El Departament de Recerca i Universitats ha difundido una nota de prensa en la que anuncia la celebración, el 28 de enero, de una jornada en la que “reunirá a la comunidad universitaria e investigadora para analizar el uso del catalán y presentar el plan de medidas de fortalecimiento de la lengua”, que se hará público en abril. En esta jornada intervendrán representantes del Govern, la presidenta del IEC, el presidente de la Asociación Catalana de Ciencia Política --Jordi Matas, miembro de la Sindicatura del 1-O--, la lingüista Carme Junyent, el periodista Francesc Canosa, la investigadora Margarita Navia y un estudiante.
En la nota se manifiesta la voluntad del Govern de trabajar y consensuar el mencionado plan con “toda la comunidad universitaria y de investigación”, si bien bastantes miembros de esta comunidad no acabamos de identificar a ningún ponente en la jornada que represente nuestra concepción sobre cuál debería ser la política lingüística en nuestros campus.
En la misma línea, nuestros rectores --los mismos que posaron en la Universidad de Barcelona con pancartas a favor de la “amnistía”-- asumían el pasado junio --en el marco del denominado Compromiso contra la crisis educativa-- una serie de objetivos, también en nombre de todos y sin ningún debate previo, para “detener la regresión que sufre la lengua catalana en la docencia y la investigación universitarias”.
Al igual que sucede con los recurrentes manifiestos de los claustros --siempre alineados con las reivindicaciones nacionalistas y, sin duda, promovidos políticamente--, se trata ahora de generar la sensación de que, entre los miembros de la comunidad universitaria, también existe una especie de mirada única sobre la necesidad de reforzar la presencia del catalán en las aulas. Una mirada tan unánime que quien no la comparta ni siquiera merece ser escuchado.

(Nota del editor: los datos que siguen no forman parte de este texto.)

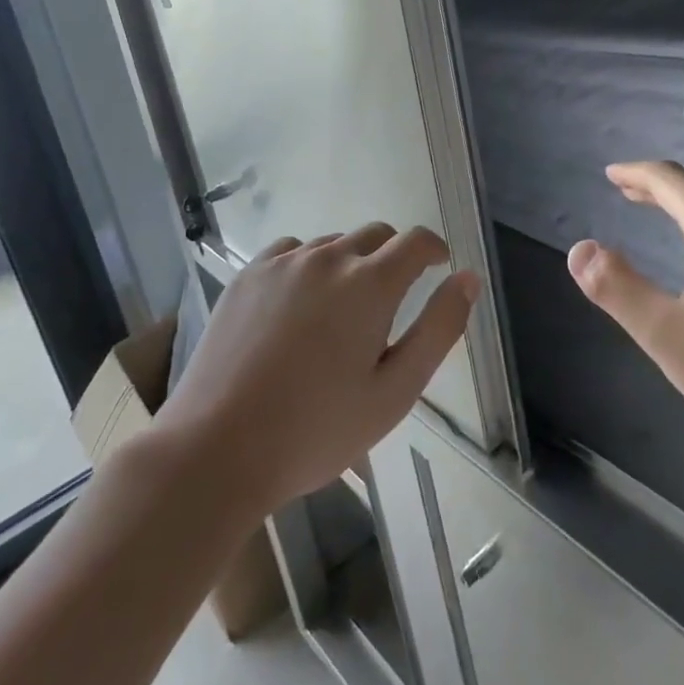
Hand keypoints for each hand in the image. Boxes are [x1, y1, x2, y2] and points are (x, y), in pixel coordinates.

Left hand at [156, 225, 479, 517]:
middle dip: (394, 257)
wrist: (215, 450)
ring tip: (340, 314)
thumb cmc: (316, 430)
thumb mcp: (395, 392)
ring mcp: (283, 263)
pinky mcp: (247, 275)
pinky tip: (297, 308)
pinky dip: (308, 267)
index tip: (439, 268)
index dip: (435, 250)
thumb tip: (468, 279)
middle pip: (376, 235)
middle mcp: (328, 258)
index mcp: (371, 284)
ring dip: (350, 264)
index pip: (416, 241)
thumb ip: (439, 329)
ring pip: (333, 244)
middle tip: (390, 304)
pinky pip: (291, 252)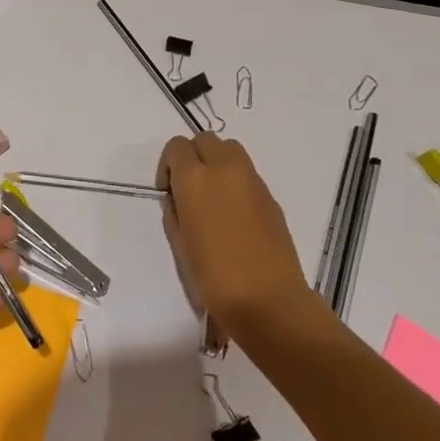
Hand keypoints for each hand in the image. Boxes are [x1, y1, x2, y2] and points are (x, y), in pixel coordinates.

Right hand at [159, 134, 316, 338]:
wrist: (269, 301)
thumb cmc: (214, 278)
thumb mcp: (180, 244)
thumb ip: (174, 211)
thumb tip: (178, 198)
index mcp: (195, 179)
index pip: (176, 146)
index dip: (168, 165)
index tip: (169, 191)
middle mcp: (224, 169)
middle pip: (205, 139)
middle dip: (193, 156)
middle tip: (190, 189)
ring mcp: (252, 180)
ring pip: (230, 149)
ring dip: (217, 162)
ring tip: (214, 197)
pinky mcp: (270, 195)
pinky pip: (247, 173)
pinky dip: (236, 180)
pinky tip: (235, 214)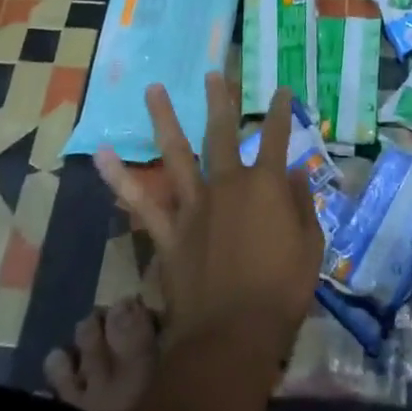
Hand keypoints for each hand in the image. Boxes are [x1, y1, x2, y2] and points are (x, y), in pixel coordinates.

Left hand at [97, 75, 322, 366]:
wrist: (232, 336)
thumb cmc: (281, 293)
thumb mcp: (310, 247)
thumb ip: (301, 205)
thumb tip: (292, 173)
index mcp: (265, 186)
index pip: (276, 137)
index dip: (280, 112)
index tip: (280, 90)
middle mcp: (227, 184)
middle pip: (222, 133)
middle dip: (220, 100)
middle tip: (213, 74)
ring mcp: (193, 205)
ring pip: (176, 153)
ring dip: (164, 119)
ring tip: (152, 89)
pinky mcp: (168, 232)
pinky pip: (140, 201)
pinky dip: (119, 178)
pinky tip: (102, 155)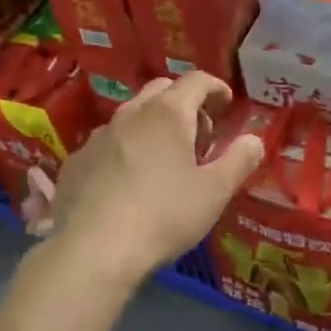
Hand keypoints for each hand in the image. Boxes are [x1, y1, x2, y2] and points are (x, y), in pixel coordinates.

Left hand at [28, 73, 266, 283]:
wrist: (92, 251)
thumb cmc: (164, 215)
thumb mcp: (215, 192)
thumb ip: (239, 160)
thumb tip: (254, 139)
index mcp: (168, 113)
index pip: (197, 80)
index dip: (216, 88)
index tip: (227, 106)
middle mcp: (131, 113)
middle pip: (162, 90)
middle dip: (185, 104)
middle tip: (200, 137)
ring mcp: (98, 136)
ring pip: (132, 116)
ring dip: (154, 127)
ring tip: (165, 162)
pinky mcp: (76, 162)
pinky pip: (108, 143)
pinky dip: (126, 150)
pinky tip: (129, 184)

Como apuntaba recientemente la consejera Geis en Twitter, “el sistema universitario es una estructura de país”. Por consiguiente, hay que hacer lo posible por controlarla. ¿Y qué mejor forma que utilizando sistemáticamente las posiciones de poder para negar la discrepancia?
Los referidos objetivos del Compromiso de junio, firmados por los rectores con un tal Movimiento Estudiantil, van desde el absurdo de garantizar que se usa la lengua prevista en la guía docente --¡como si los profesores tuviésemos por costumbre anunciar el uso de una lengua y luego cambiarla!-- hasta fijar los mecanismos para que quienes cursen estudios de posgrado, máster y doctorado que se ofrezcan en español o inglés “tengan también conocimientos tanto de catalán como sobre el catalán”, pasando por garantizar que todos los estudios de grado se puedan cursar íntegramente en catalán. Todo ello sin olvidar la meta de alcanzar un 80% de docencia en catalán en todos los niveles universitarios, lo que, dada la importancia que se concede al inglés, supondría la práctica desaparición de las clases en español.
En definitiva, un catálogo de propuestas delirante que, sin duda, está detrás del plan que se prepara para abril. Un catálogo que choca con la realidad sociolingüística de Cataluña, con la lógica de los programas de intercambio, e intuyo que hasta con las previsiones lingüísticas de las memorias de grado y máster porque, si no fuera así, ya estarían exigiendo que se respetara su contenido y esto en absoluto es así.
Se trata de una arremetida contra la sensatez, similar a la que el nacionalismo ha lanzado contra la sentencia que pone fin a la inmersión en la escuela, con el matiz de que en nuestro caso --y esto conviene subrayarlo-- el Estatuto de Autonomía, en su artículo 35.5, establece que “el profesorado y el alumnado de los centros universitarios tienen derecho a expresarse, oralmente y por escrito, en la lengua oficial que elijan”.
Así las cosas, y con esta importante herramienta en nuestras manos, son más necesarias que nunca iniciativas en defensa de la convivencia lingüística en nuestros campus. Y algunas ya han surgido. Es el caso de la carpa de S’ha Acabat, en defensa de la libertad lingüística, destrozada el pasado octubre en el Campus de Bellaterra, y la carta remitida por Universitaris per la Convivència, un mes después, a la Asociación Catalana de Universidades Públicas, bajo el título Las libertades en la universidad catalana. En ella se denunciaba la violencia política que se ejerce en nuestros campus contra los estudiantes constitucionalistas, la vulneración de la libertad ideológica con declaraciones partidistas de los órganos de gobierno y también la presión lingüística. La carta concluye recordando a los rectores una idea clave del Manifiesto de la Capuchinada: que la única exigencia de una universidad democrática es “que ningún centro universitario sea dominio de un grupo político, religioso o ideológico”.
Y no lo será. No lo será porque la discrepancia existe, está cargada de razones y no se dejará arrinconar.